Als ich vor Jahren in Leipzig in Stellung war beim Meister
W. R., unterhielten wir uns auch einst über den Jonas, welcher
gerade in Döbeln sein sollte, und ein Kollege meinte: „Na, wenn
der in Döbeln ist, dauert es wohl nicht lange, dann kommt er
wieder nach Leipzig“. Und richtig, es dauerte gar nicht lange,
so kam er an. Auf unsere Fürbitte beim Meister, welcher auch
schon mit ihm trübe Erfahrungen gemacht hatte, durfte er anfangen.
Aber schon nach ein paar Tagen stellte es sich heraus, dass er
auch in D. Schweine hinterlassen hatte. Als ihn Herr R. darüber
zur Rede stellte und wieder entlassen wollte, war er so zer-
knirscht, dass er nicht wagte, scharf aufzutreten und nur noch
auf den Fussspitzen durch die Werkstatt schlich. Bald lockte
ihn auch von hier die Landstrasse wieder fort. Länger als vier
höchstens fünf Wochen hielt er nirgends aus. So kam es, dass
ihn schliesslich kein Prinzipal mehr beschäftigen mochte oder
nur im Notfälle einstellte.
Nun walzte er so Jahr aus Jahr ein von einer Herberge zur
andern, lebte von den Ortsgeschenken und den Almosen der
Kollegen und wusste es stets so einzurichten, dass er nie zweimal
in einem Jahre an denselben Ort kam, damit er immer Anspruch
auf das Ortsgeschenk hatte.
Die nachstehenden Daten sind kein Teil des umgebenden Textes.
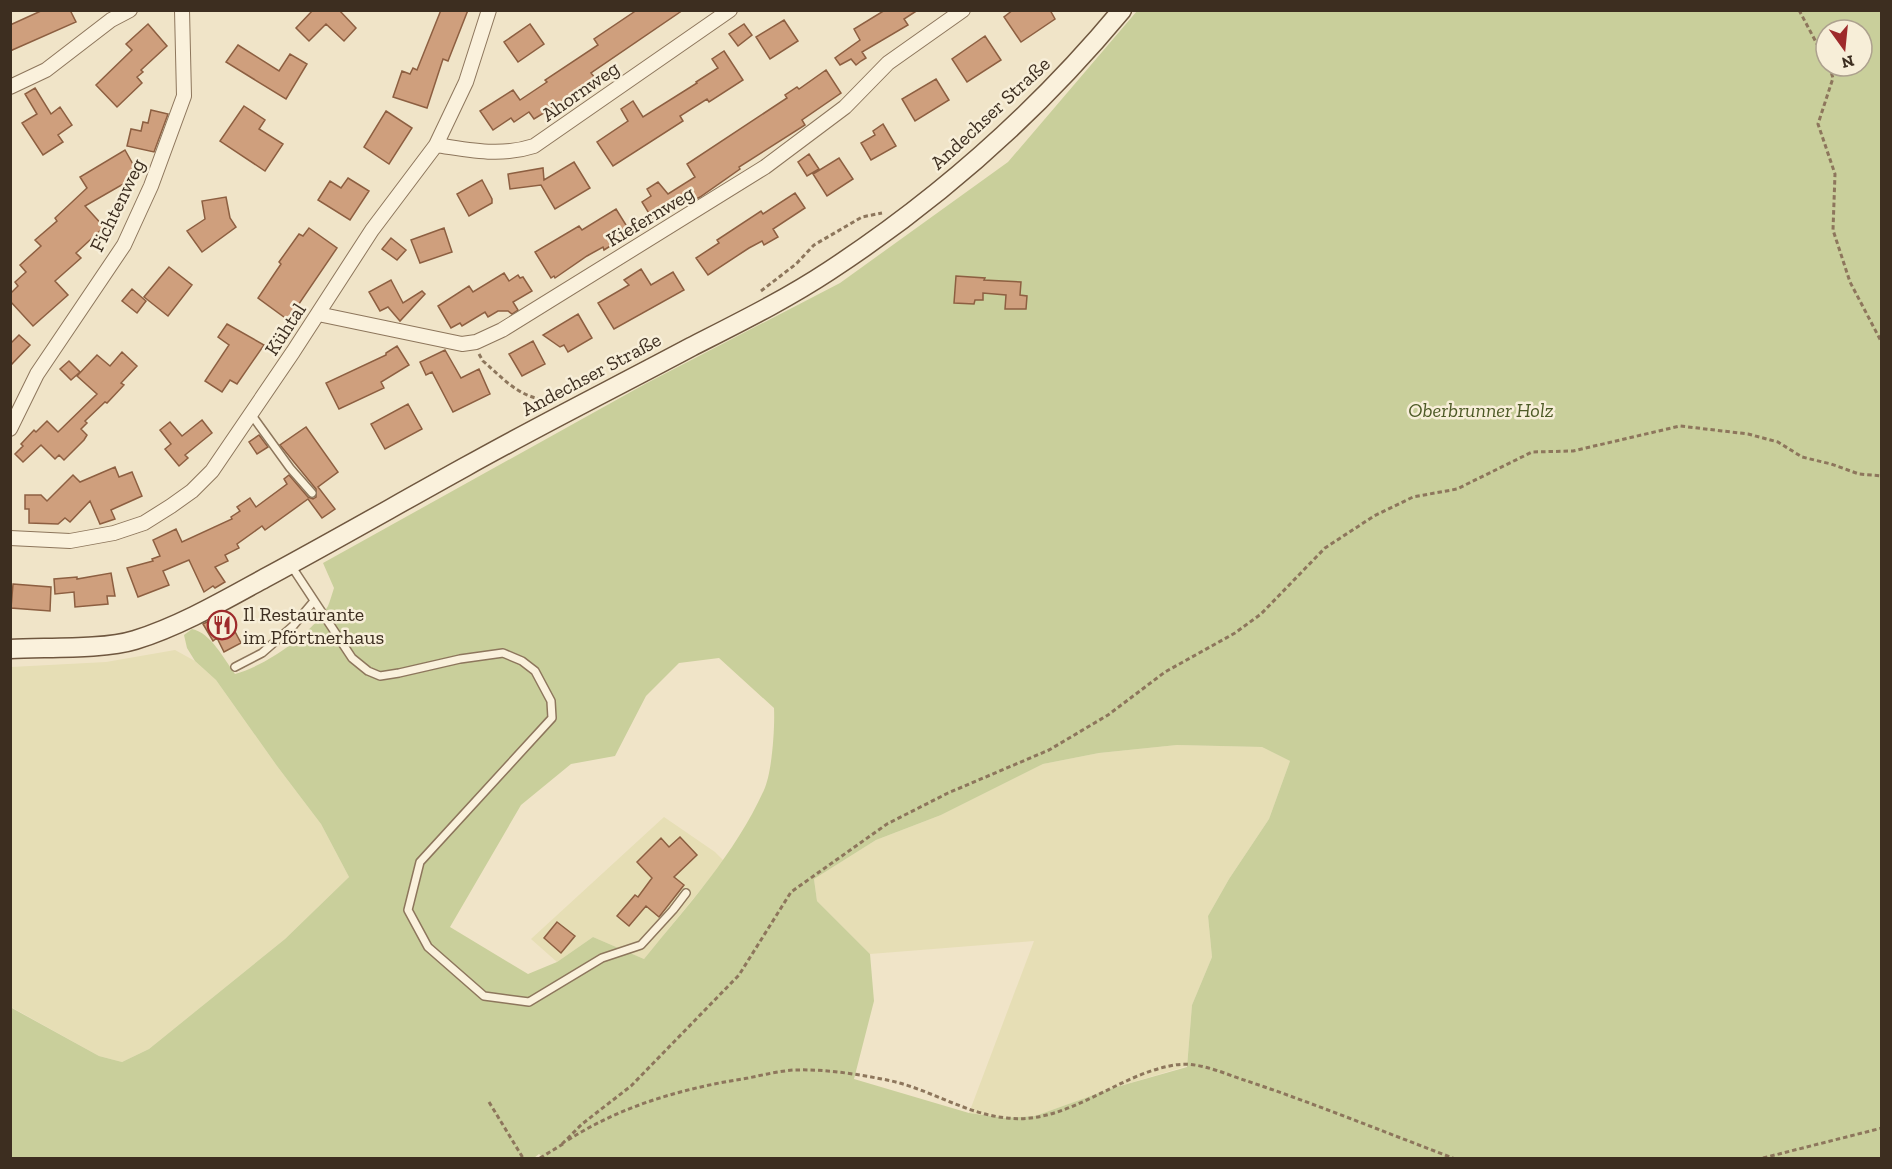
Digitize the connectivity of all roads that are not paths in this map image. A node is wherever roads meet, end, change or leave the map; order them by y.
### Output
1 (130, 10) edge
2 (182, 10) edge
3 (489, 10) edge
4 (730, 10) edge
5 (963, 10) edge
6 (1122, 10) edge
7 (10, 87) edge
8 (436, 145) junction
9 (318, 314) junction
10 (250, 413) junction
11 (10, 429) edge
12 (312, 493) dead end
13 (10, 538) edge
14 (290, 564) junction
15 (314, 600) junction
16 (10, 649) edge
17 (235, 667) dead end
18 (686, 893) dead end

1 - 7 street
2 - 11 street, Fichtenweg
3 - 8 street, Kühtal
4 - 8 street, Ahornweg
5 - 9 street, Kiefernweg
6 - 14 street, Andechser Straße
8 - 9 street, Kühtal
9 - 10 street, Kühtal
10 - 12 lane
10 - 13 street, Kühtal
14 - 15 lane
14 - 16 street, Andechser Straße
15 - 17 lane
15 - 18 lane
Dass sein alter ausgemergelter Körper
die Strapazen des Stromerlebens bis in so hohes Alter aushielt,
ist zu verwundern, denn nie wurde er von irgend welcher Krank-
heit geplagt, trotzdem er, als ich ihn vor drei Jahren das letzte
Mal sah, siebzig Jahre alt war. Arbeit als Silberarbeiter erhielt
er zuletzt gar nicht mehr, und so soll er in einer Arbeiterkolonie
gestorben sein. So seltsam es klingt und so schlecht es dem
Jonas während seines Stromerlebens oft genug gegangen sein
mag, gestohlen hat er nie.
Hiermit will ich diese Skizze schliessen. Eine Genugtuung
kann es für jeden Fachgenossen sein, dass solche Elemente in
unserer Branche zu den Seltenheiten gehören und schliesslich
ins Elend gelangen. Max Bruschke.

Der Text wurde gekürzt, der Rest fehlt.